Otherwise, a person who knowingly or recklessly purports to act as an enforcement agent is guilty of a summary offence and, on conviction, can be fined up to level 5 on the standard scale (s. 63(6) -(7)).

==Enforcement of judgments and orders==
As of April 2008, no date is fixed for the coming into force of these provisions.

===Background===
Various problems were perceived to persist with the availability, quality and reliability of financial information from debtors. Attachment of earnings orders required the debtor to certify their own income and this was frequently misstated. Charging orders could not be made unless the debtor was in arrears with payments against the debt. This situation was perceived as offering opportunities for the debtor to dispose of valuable property while making modest instalments in the short term. Information hearings under Part 71 of the Civil Procedure Rules were widely perceived as ineffective.

===Attachment of earnings orders===
Section 91 and Schedule 15 amend the Attachment of Earnings Act 1971 to allow deductions to be made on the basis of a fixed rate, similar to the scheme already used for Council Tax arrears. Section 92 amends the 1971 Act to give the court the power to seek information on the details of a debtor's current employer from HM Revenue and Customs.

===Charging orders===
Section 93 amends the Charging Orders Act 1979 to enable charging orders to be made even though the debtor is not in arrears of an order for payment of the debt by instalments. However, sale can only be ordered if instalments are missed. Section 94 gives the Lord Chancellor the power to make regulations setting minimum limits on the value of debts where these provisions can be used to prevent their being invoked unfairly or vexatiously.

===Information requests and orders===
Sections 95 to 105 establish a system of applications for information whereby a creditor can apply to the court for an information order to obtain information about the debtor's means from the Department for Work and Pensions, HM Revenue and Customs, and third parties such as banks and credit reference agencies.

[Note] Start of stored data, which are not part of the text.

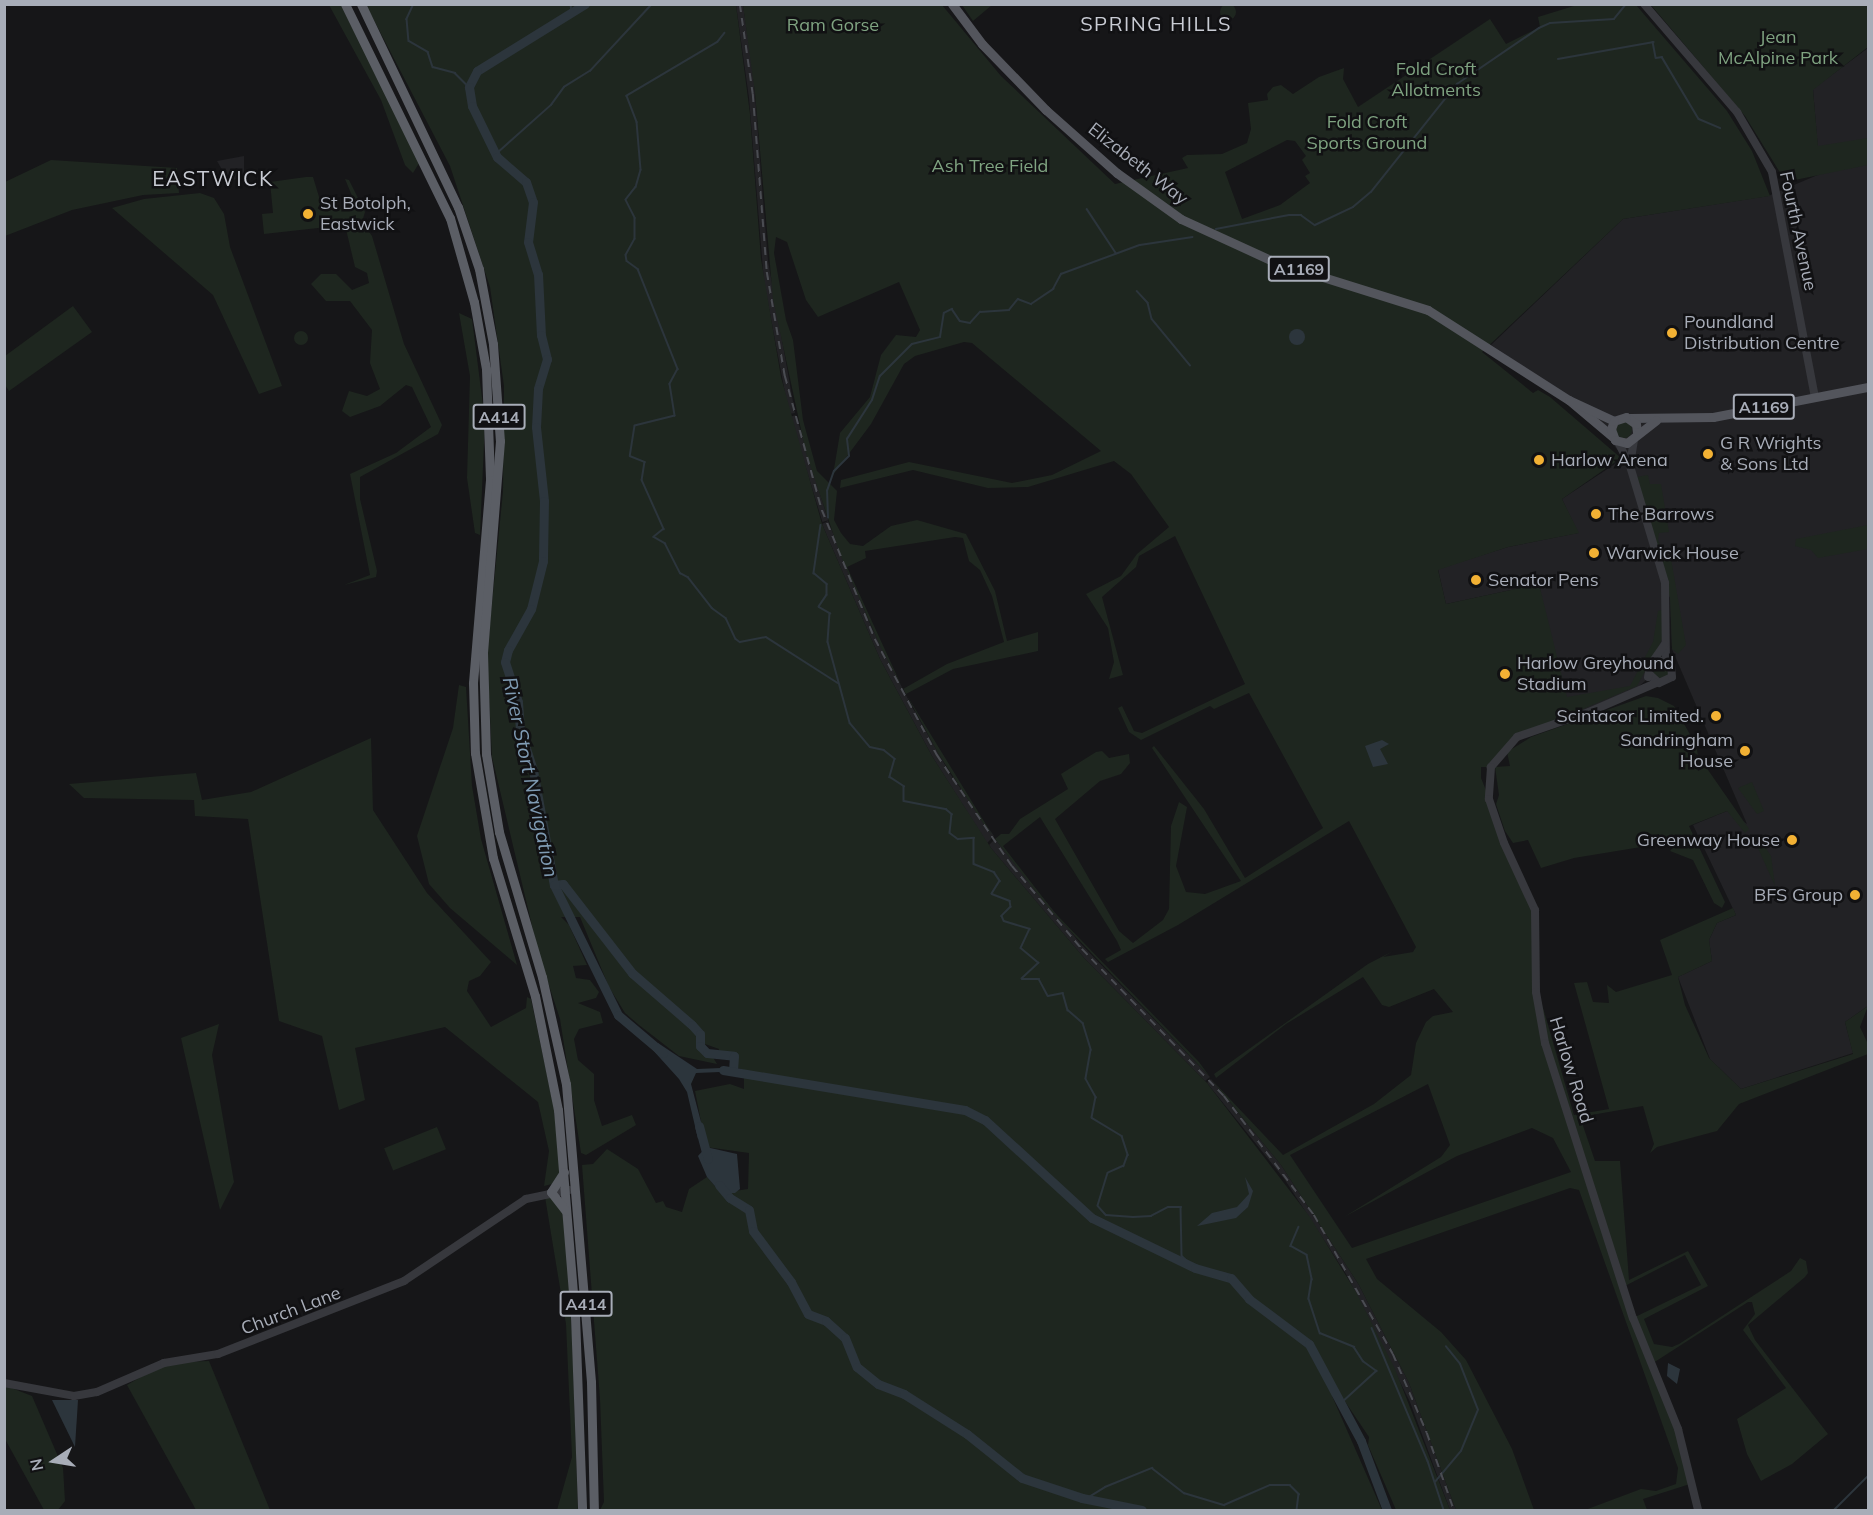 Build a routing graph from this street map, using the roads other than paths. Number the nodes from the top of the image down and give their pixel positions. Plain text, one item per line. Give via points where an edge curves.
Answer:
1 (345, 4) edge
2 (361, 4) edge
3 (952, 4) edge
4 (1644, 4) edge
5 (1869, 387) edge
6 (1815, 397) junction
7 (1569, 400) junction
8 (1630, 418) junction
9 (1658, 419) junction
10 (1614, 421) junction
11 (1636, 436) junction
12 (1615, 440) junction
13 (1630, 466) junction
14 (1665, 644) junction
15 (1656, 659) junction
16 (1666, 660) junction
17 (1649, 674) junction
18 (1656, 683) junction
19 (1642, 688) junction
20 (565, 1171) junction
21 (578, 1189) junction
22 (567, 1190) junction
23 (551, 1192) junction
24 (569, 1219) junction
25 (4, 1383) edge
26 (582, 1510) edge
27 (594, 1510) edge
28 (1698, 1510) edge

1 - 20 highway, A414 via 450,218 481,333 491,441 472,683 475,753 494,858 544,1034
2 - 21 highway, A414 via 444,170 467,229 488,311 500,441 483,653 486,754 499,832 559,1044
3 - 7 main road, Elizabeth Way / A1169 via 994,57 1046,110 1113,170 1181,219 1275,262 1428,310
4 - 6 street, Fourth Avenue via 1737,112 1772,172
5 - 6 main road, A1169
6 - 9 main road, A1169 via 1713,417
7 - 10 main road, Elizabeth Way / A1169
7 - 12 main road, Elizabeth Way / A1169
8 - 9 main road, A1169
8 - 10 main road
8 - 11 main road
9 - 11 main road, A1169
10 - 12 main road
11 - 12 main road
11 - 13 street
12 - 13 street
13 - 14 street via 1665,583
14 - 15 street
14 - 16 street
15 - 16 street
15 - 17 street
16 - 18 street via 1673,668 1672,677 1666,683
17 - 18 street
17 - 19 street
18 - 19 street, Harlow Road
19 - 28 street, Harlow Road via 1589,712 1517,737 1491,767 1489,799 1535,910 1536,992 1545,1043 1633,1318 1678,1429
20 - 22 highway, A414
20 - 23 highway
21 - 22 street, Church Lane
21 - 27 highway, A414 via 591,1383
22 - 23 street, Church Lane
22 - 24 highway, A414
23 - 24 highway via 563,1203
23 - 25 street, Church Lane via 526,1199 404,1281 236,1348 164,1363 114,1386 74,1396
24 - 26 highway, A414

==Debt management and relief==
As of April 2008, no date is fixed for the coming into force of these provisions.

===Background===
Consultation by the Department for Constitutional Affairs suggested that some people, especially those with small debts and few assets, were excluded from the existing schemes for insolvency protection. In particular, the schemes of Administration Orders (AOs) and Enforcement Restriction Orders (EROs) were seen to be deficient.

===AOs, EROs and DROs===
The act makes changes to the schemes for AOs and EROs so that they are available to a broader class of people in financial difficulties (ss. 106-107/ Sch. 16). Section 108 and Schedules 17 to 20 amend the Insolvency Act 1986 to create a new instrument of debt relief order (DRO). DROs are a low-cost scheme offered under narrow criteria for those currently excluded by the insolvency system. They will be administered by official receivers outside the courts' jurisdiction and will offer protection from creditors for a year. In 2007, it was estimated that there were 70,000 private, unregulated and unenforceable debt management schemes in operation in the UK. Sections 109 to 133 and Schedule 21 provide for a statutory system of Debt Management Schemes to regulate such practises.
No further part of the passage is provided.